Everything you wanted to know about SR-IOV in Hyper-V Part 2

In part 1, I discussed why Microsoft has been investing in SR-IOV for device I/O from virtual machines. The key points were to reduce latency, increase throughput, lower compute overhead, and for future scalability. Part two takes a look at SR-IOV from a hardware perspective.

For those who didn’t take up my offer of the light bed time reading of the SR-IOV specs (or don’t have access), let me summarize what SR-IOV is. And to be clear, when I say “SR-IOV”, take it to include closely associated specifications or additions to PCI Express specifications such as

  • ATS (Address Translation Services) – A PCI Express Protocol that allows a device to fetch translations from an IOMMU (Input/Output Memory Management Unit).   
  • ARI (Alternate Routing Interpretation) – A PCI Express switch change and device change which allows a device to occupy more than eight RIDs on a single bus
  • ACS (Access Control Services) – A PCI Express switch feature that forces peer-to-peer traffic upstream so that it can be translated by an IOMMU.

First I’m going to say what SR-IOV isn’t. Most importantly it doesn’t refer to anything about I/O classes, and as such doesn’t have a single mention of networking, storage or other I/O classes. It doesn’t describe anything about how software should be designed to use SR-IOV capable hardware. It’s just about hardware. It doesn’t therefore either describe a driver model which is essential for a complete solution, or hardware specific nuances (one of which I mention at the end of this post) relevant to any I/O class.

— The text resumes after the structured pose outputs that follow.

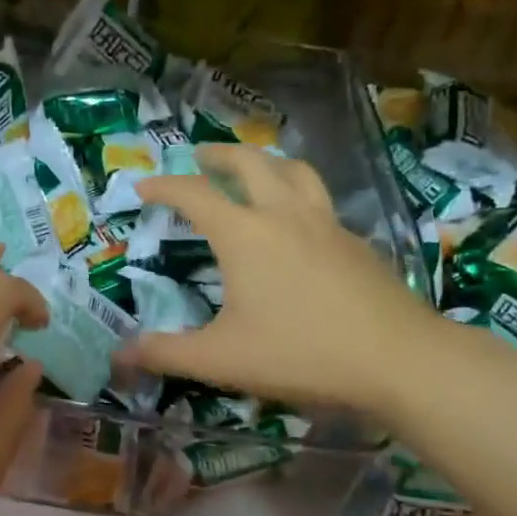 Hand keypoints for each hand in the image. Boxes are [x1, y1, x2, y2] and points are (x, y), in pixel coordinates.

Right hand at [117, 143, 437, 412]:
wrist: (398, 360)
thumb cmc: (301, 354)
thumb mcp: (221, 360)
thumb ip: (165, 354)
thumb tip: (118, 355)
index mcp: (245, 234)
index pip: (194, 195)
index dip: (163, 186)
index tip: (142, 187)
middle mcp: (285, 215)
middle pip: (250, 163)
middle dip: (219, 155)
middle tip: (199, 157)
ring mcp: (328, 224)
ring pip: (295, 171)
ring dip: (266, 162)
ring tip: (253, 170)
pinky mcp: (357, 243)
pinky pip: (322, 202)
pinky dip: (299, 197)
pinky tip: (299, 225) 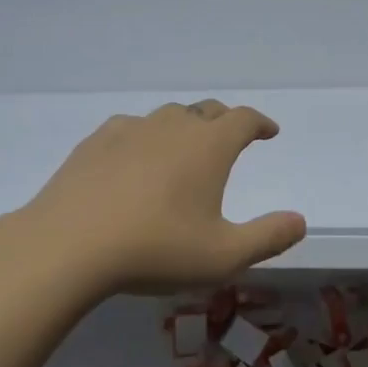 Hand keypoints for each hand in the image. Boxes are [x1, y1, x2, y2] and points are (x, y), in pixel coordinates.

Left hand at [5, 100, 306, 294]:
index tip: (269, 132)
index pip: (243, 119)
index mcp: (208, 146)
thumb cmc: (155, 250)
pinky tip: (136, 158)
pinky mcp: (95, 143)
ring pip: (167, 117)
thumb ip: (268, 238)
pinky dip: (145, 138)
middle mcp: (172, 127)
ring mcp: (130, 130)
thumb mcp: (224, 256)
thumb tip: (300, 221)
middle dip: (224, 122)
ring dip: (184, 127)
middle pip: (206, 111)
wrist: (67, 246)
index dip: (260, 123)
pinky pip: (130, 129)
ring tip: (184, 150)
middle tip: (230, 139) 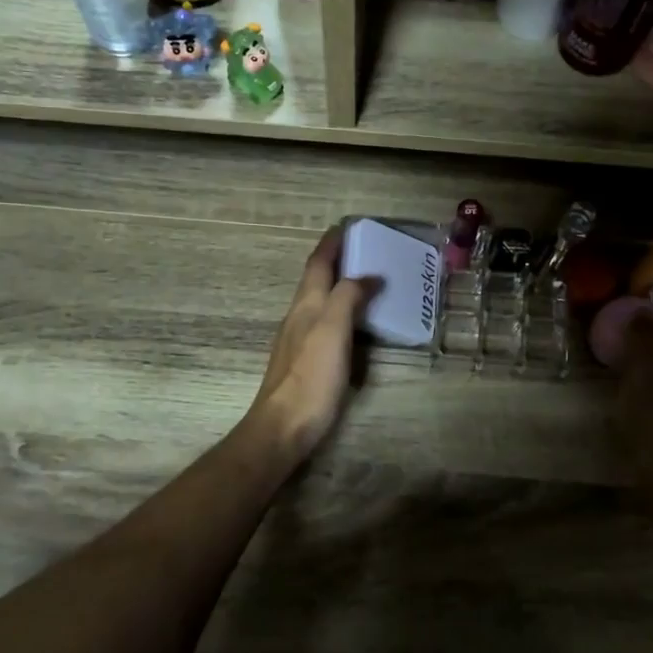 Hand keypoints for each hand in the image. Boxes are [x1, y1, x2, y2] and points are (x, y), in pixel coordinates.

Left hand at [244, 229, 377, 463]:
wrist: (284, 426)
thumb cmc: (311, 376)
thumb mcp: (332, 329)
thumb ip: (348, 297)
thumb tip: (368, 275)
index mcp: (306, 305)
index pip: (317, 264)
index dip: (330, 244)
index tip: (346, 226)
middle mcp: (299, 317)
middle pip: (315, 280)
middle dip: (335, 261)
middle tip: (363, 250)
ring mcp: (299, 340)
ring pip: (319, 302)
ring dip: (338, 286)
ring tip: (364, 281)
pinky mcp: (305, 362)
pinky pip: (324, 324)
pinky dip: (340, 312)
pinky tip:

The SR-IOV specs do however describe how a hardware device can expose multiple “light-weight” hardware surfaces for use by virtual machines. These are called Virtual Functions, or VFs for short. VFs are associated with a Physical Function (PF). The PF is what the parent partition uses in Hyper-V and is equivalent to the regular BDF (Bus/Device/Function) addressed PCI device you may have heard of before. The PF is responsible for arbitration relating to policy decisions (such as link speed or MAC addresses in use by VMs in the case of networking) and for I/O from the parent partition itself. Although a VF could be used by the parent partition, in Windows Server “8”, VFs are only used by virtual machines. A single PCI Express device can expose multiple PFs (such as a multi-port networking device), each (generally) independent, with their own set of VF resources. There are subtleties on multi-function devices such as ones which support, for example, iSCSI, Ethernet and FCoE, but this is beyond the depth of this series of posts and the approach differs between hardware vendors.

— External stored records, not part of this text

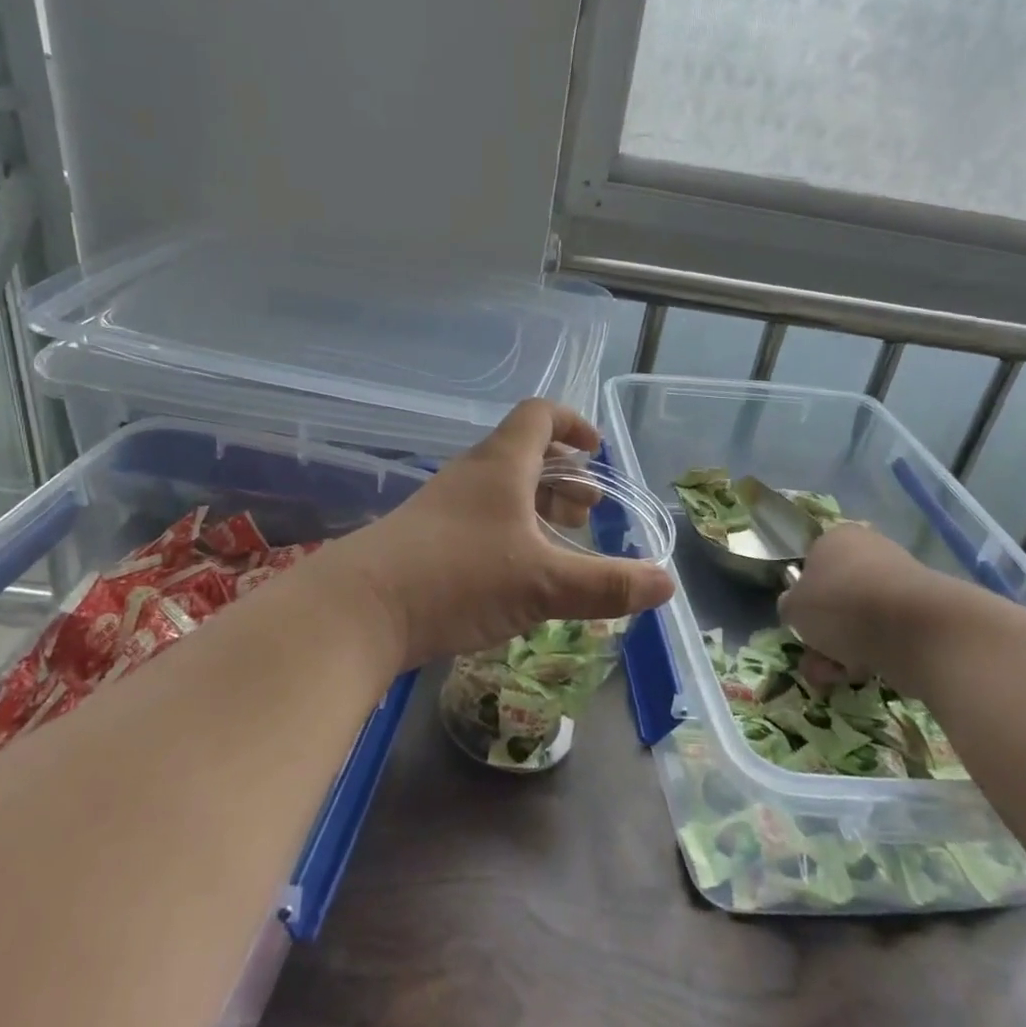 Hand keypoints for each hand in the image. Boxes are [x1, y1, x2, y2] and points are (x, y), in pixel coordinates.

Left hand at [330, 399, 675, 670]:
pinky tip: (520, 574)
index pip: (539, 416)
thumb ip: (607, 584)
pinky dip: (511, 534)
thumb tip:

It is important to note that VFs are hardware resources. Because these are hardware resources, there are constraints on the number of VFs which are available on any particular device. The actual number will differ across vendors and devices. You can expect that as hardware moves forward through newer revisions, the trend will be to offer more VFs per PF. Typically we are seeing devices offering 16, 32 or 64 VFs per PF in 1st generation 10 GigE SR-IOV enabled networking hardware.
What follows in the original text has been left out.